From reaching out to female students in primary and high school, right through to flexible work and promotions pathways for women in senior STEMM positions, UTS is setting its sights on closing the gender parity gap.
For the last six years, the UTS Centre for Social Justice & Inclusion has committed to the Science in Australia Gender Equity (SAGE) Athena Swan program. In 2018, UTS was among the first pilot institutions to be awarded Bronze accreditation for the initiative.
The next phase of the program builds on efforts to date, taking an intersectional approach to gender equity. Institutions are required to identify five key barriers to gender equity in STEMM faculties and to begin to address those barriers. The barriers, or priority areas, referred to as Cygnet Awards, form the crux of UTS’s new plan to address gender inequity in STEMM.
Our priority areas
- Building the pipeline through outreach to attract women to Engineering and IT in early education. Currently, low numbers of women are drawn to Engineering and IT disciplines. This begins in early primary and continues through secondary and undergraduate education.
-
Supporting career progression for Higher Degree Research (HDR) students in the Faculty of Engineering and IT. UTS is losing talent due to lack of career progression pathways that work for women, especially for HDR and Early Career Research women.
-
Targeting recruitment to combat the gender imbalance in applications for STEMM positions. This will address the unequal numbers of women and men that are applying for positions in the Faculty of Science and the Faculty of Engineering and IT.
-
Making flexible work the norm across STEMM work areas. Flexible work arrangements available at UTS are not well known or taken up in STEMM work areas. Flexible work provisions need to be applied equally across the university.
-
Promotion pathways to increase numbers of women ascending to senior positions in STEMM. This will address the unequal numbers of women applying for promotion in Science and FEIT, resulting in a gender imbalance that increases at every level of seniority.

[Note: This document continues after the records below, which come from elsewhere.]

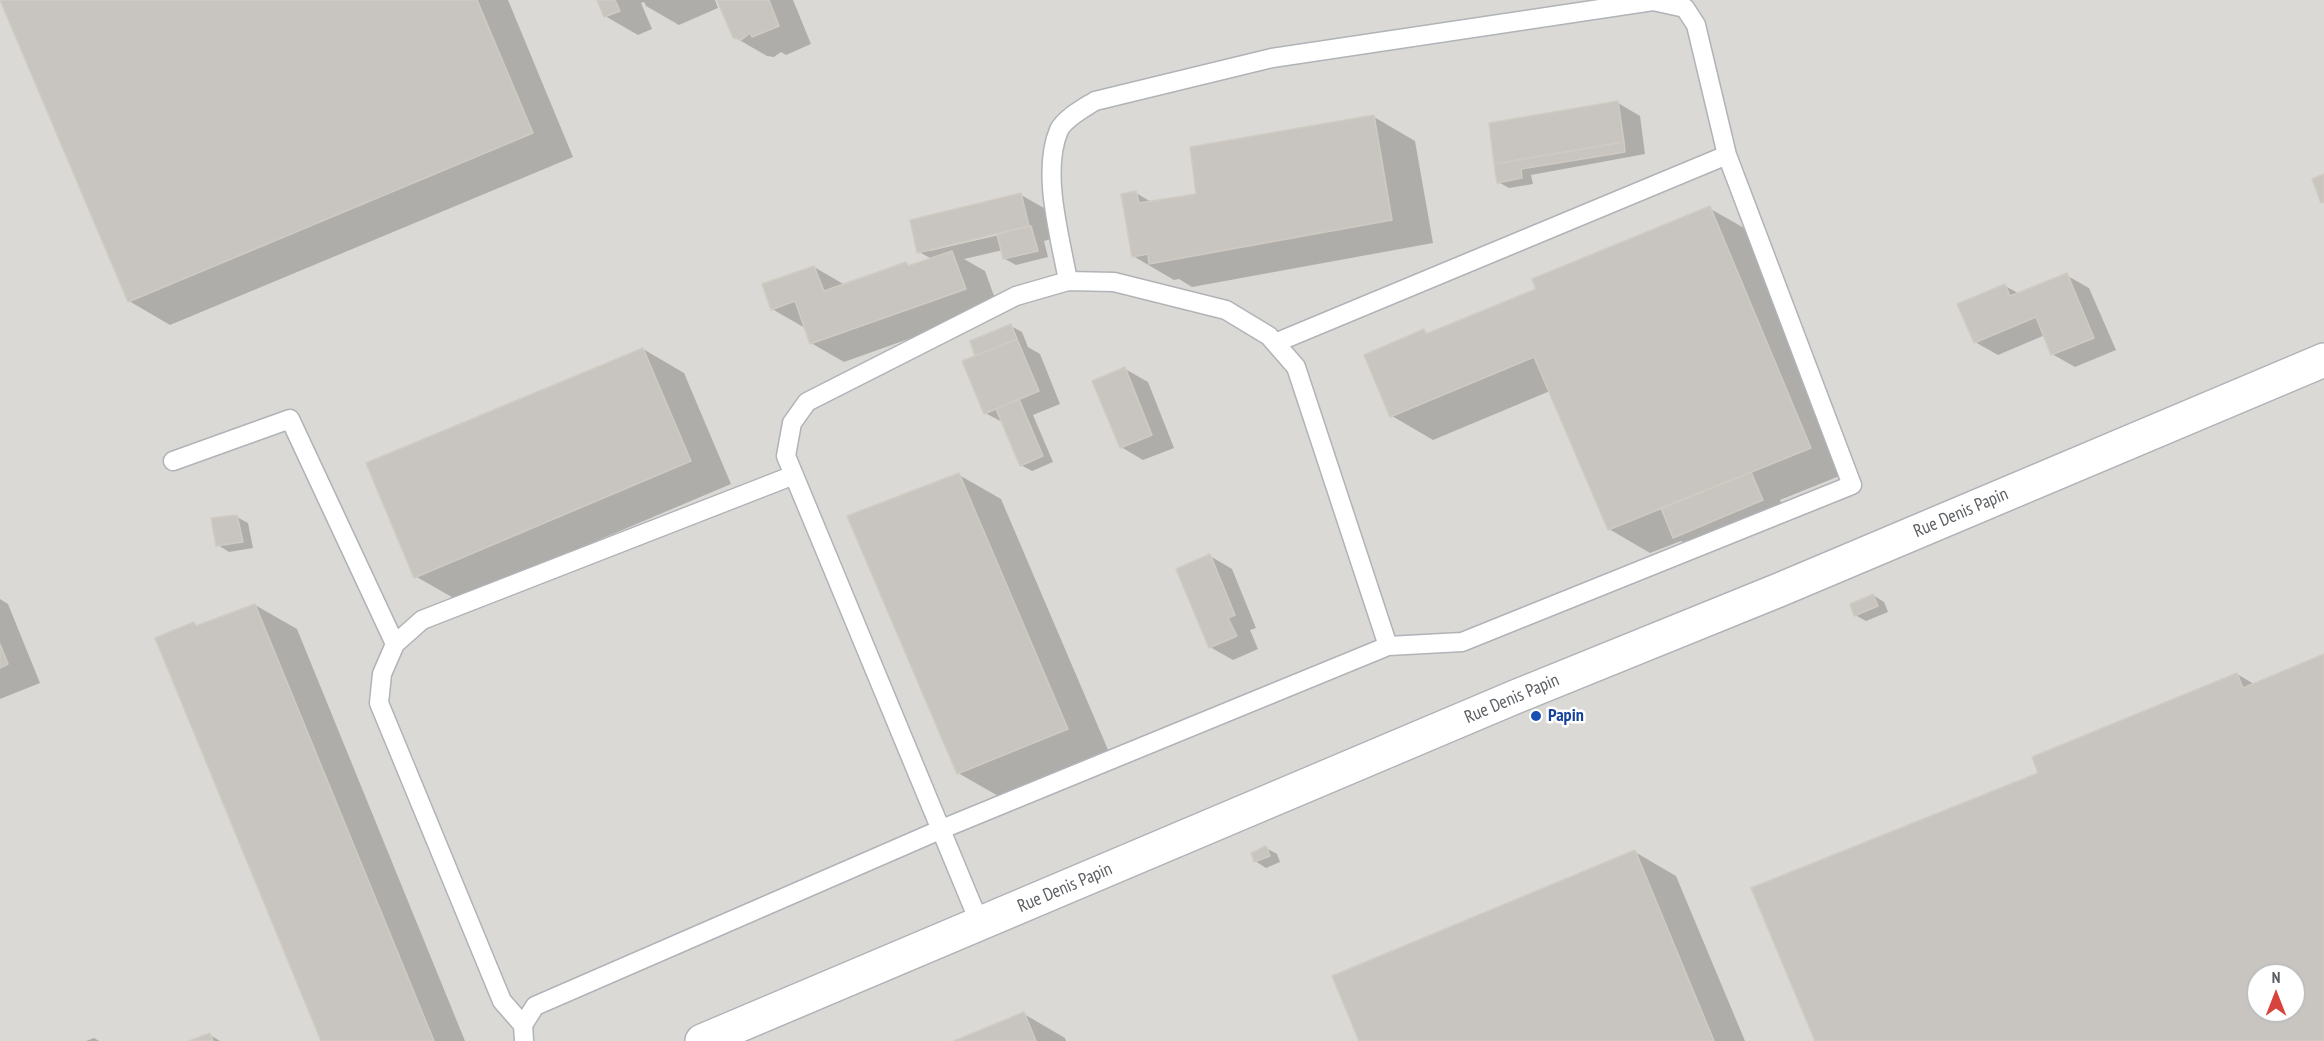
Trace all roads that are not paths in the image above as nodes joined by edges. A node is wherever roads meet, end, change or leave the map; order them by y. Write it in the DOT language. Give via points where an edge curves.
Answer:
graph roads {
  1 [pos="1727,155"];
  2 [pos="1068,281"];
  3 [pos="1275,343"];
  4 [pos="2324,360"];
  5 [pos="173,461"];
  6 [pos="794,475"];
  7 [pos="395,644"];
  8 [pos="1388,646"];
  9 [pos="942,829"];
  10 [pos="980,924"];
  11 [pos="524,1033"];
  12 [pos="702,1041"];
  1 -- 2 [label="lane" via="1696,25 1685,8 1653,2 1272,58 1095,101 1060,128 1050,174"];
  1 -- 3 [label="lane"];
  1 -- 8 [label="lane" via="1852,485 1462,642"];
  2 -- 3 [label="lane" via="1114,282 1226,310"];
  2 -- 6 [label="lane" via="1016,296 807,402 792,423 786,456"];
  3 -- 8 [label="lane" via="1296,367"];
  4 -- 10 [label="street, Rue Denis Papin"];
  5 -- 7 [label="lane" via="290,419"];
  6 -- 7 [label="lane" via="422,620"];
  6 -- 9 [label="lane"];
  7 -- 11 [label="lane" via="382,674 379,703 502,1001"];
  8 -- 9 [label="lane"];
  9 -- 10 [label="lane"];
  9 -- 11 [label="lane" via="535,1006"];
  10 -- 12 [label="street, Rue Denis Papin"];
}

This program is being overseen by Dr Bilquis Ghani, Gender Equity Programs Manager at the Centre for Social Justice & Inclusion. Dr Ghani says that the priority areas address barriers women face right from primary and secondary school through to university study and then senior levels of academia.

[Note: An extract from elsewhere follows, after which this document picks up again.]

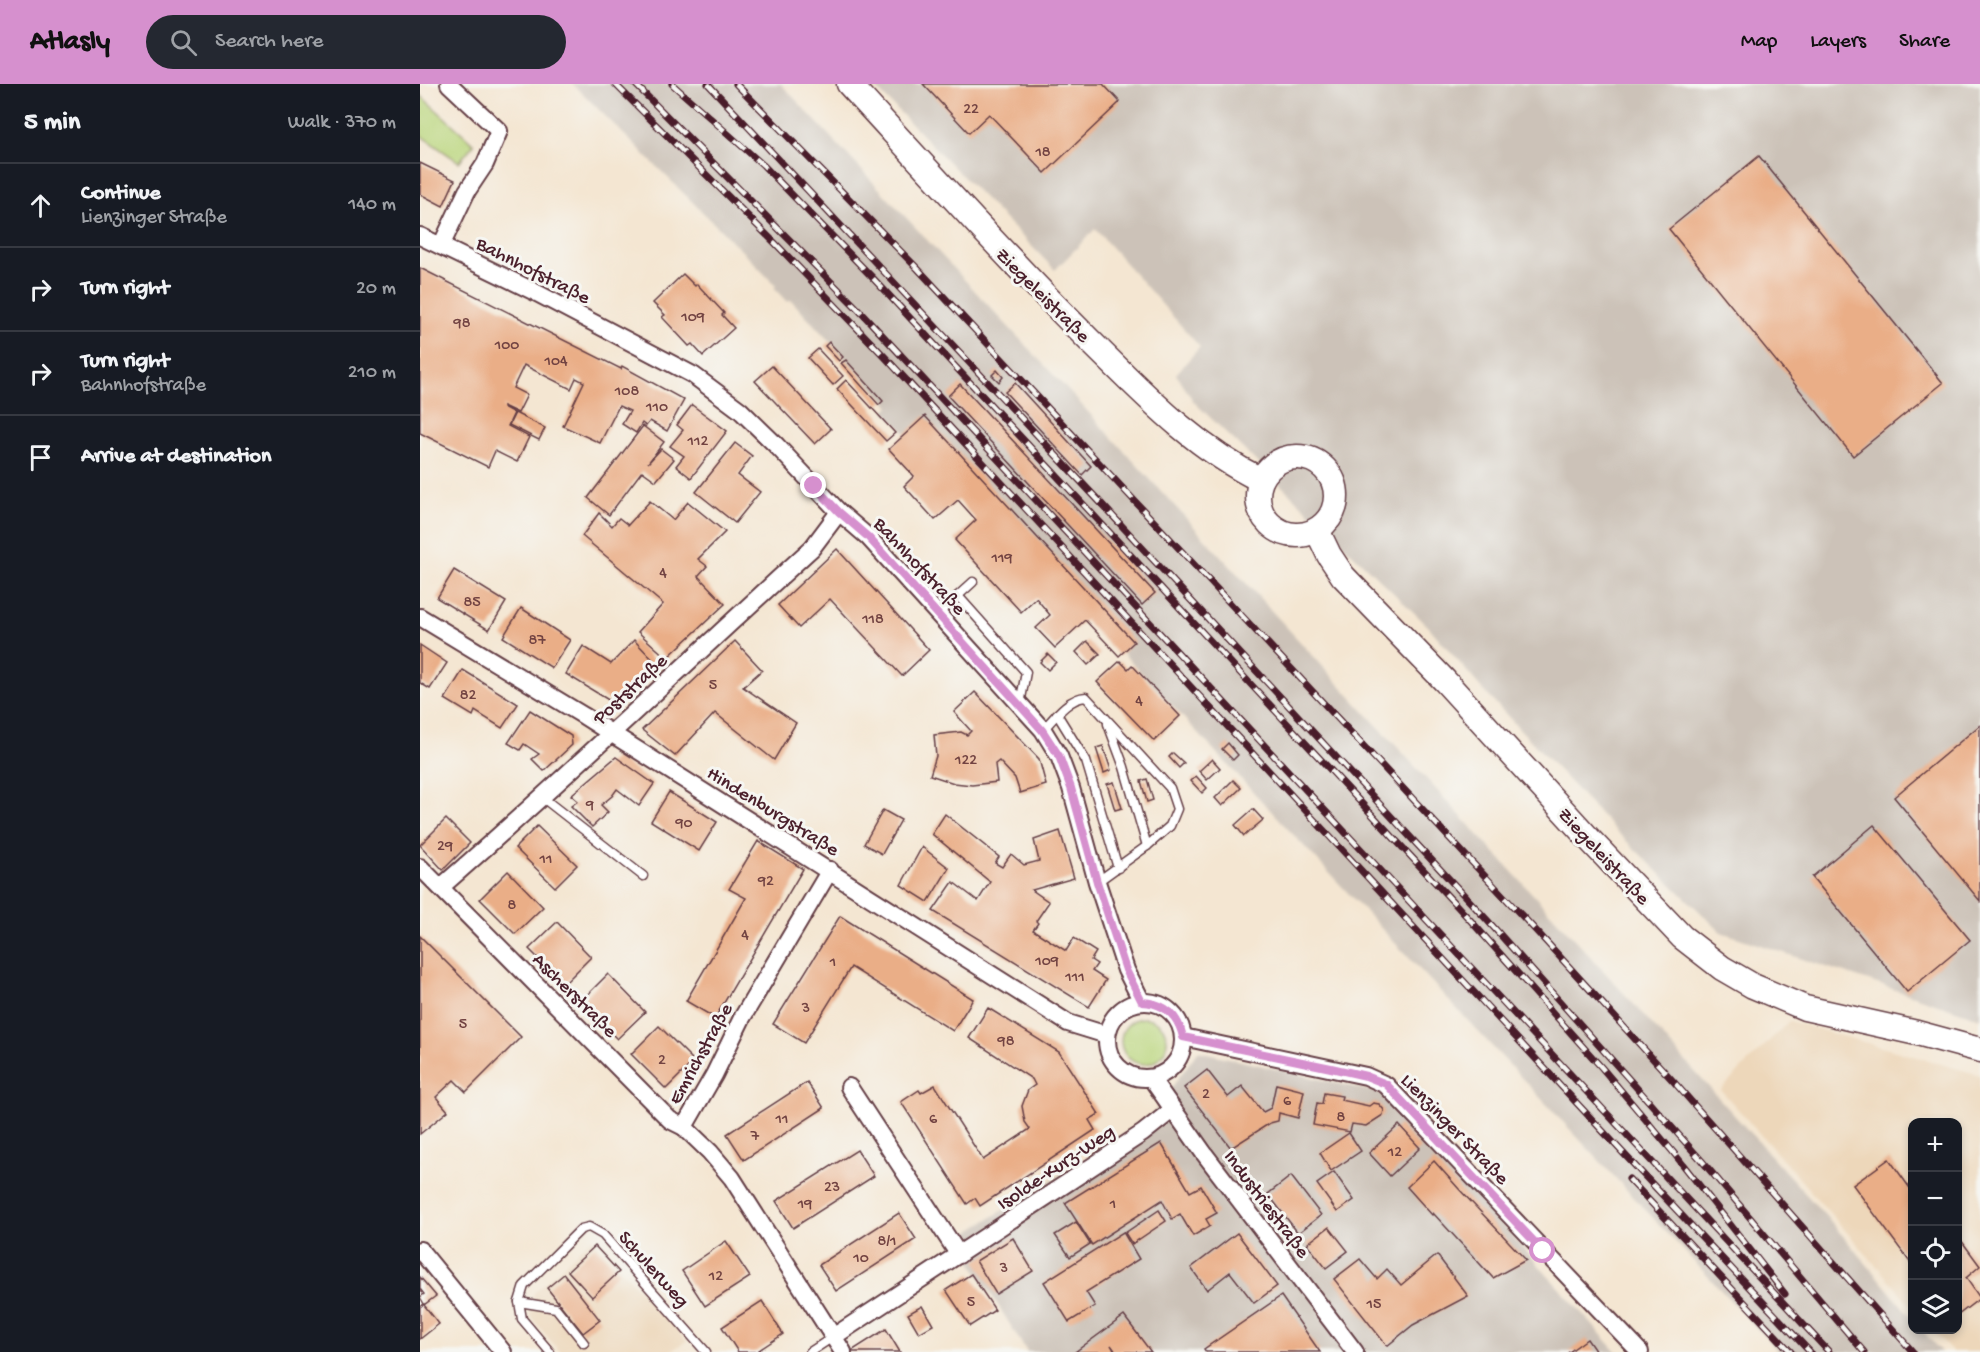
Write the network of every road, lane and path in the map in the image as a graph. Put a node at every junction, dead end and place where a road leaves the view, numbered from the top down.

‘In essence, the five key priority areas take a pipeline approach – starting from encouraging girls and young women at school and undergraduate levels to consider careers in STEMM areas, and supporting Higher Degree Research students through their years of study at UTS to understand what it takes to be in academia,’ Dr Ghani said.
‘Then optimising their chances for recruitment and promotion and addressing some of the flexible work provisions they and their families may need as they move through the ranks of academia.
‘We want UTS to be an attractive place to work for women seeking academic careers in STEMM and we’re lucky to have the faculties working closely with us too. Their support has been at the heart of real change. These efforts will have ripple effects across our institution.’
Supporting the implementation of these priority areas will be Associate Professor Anne Gardner, who has been named as the new Academic Lead for the Athena Swan program at UTS.
The Academic Lead for Athena Swan represents and advocates for Athena Swan program initiatives and chairs the Diversity and Inclusion Implementation Committee at UTS.
Professor Gardner said through her position as Academic Lead she is seeking to bring ‘positive disruption’ to gender equity in STEMM at UTS.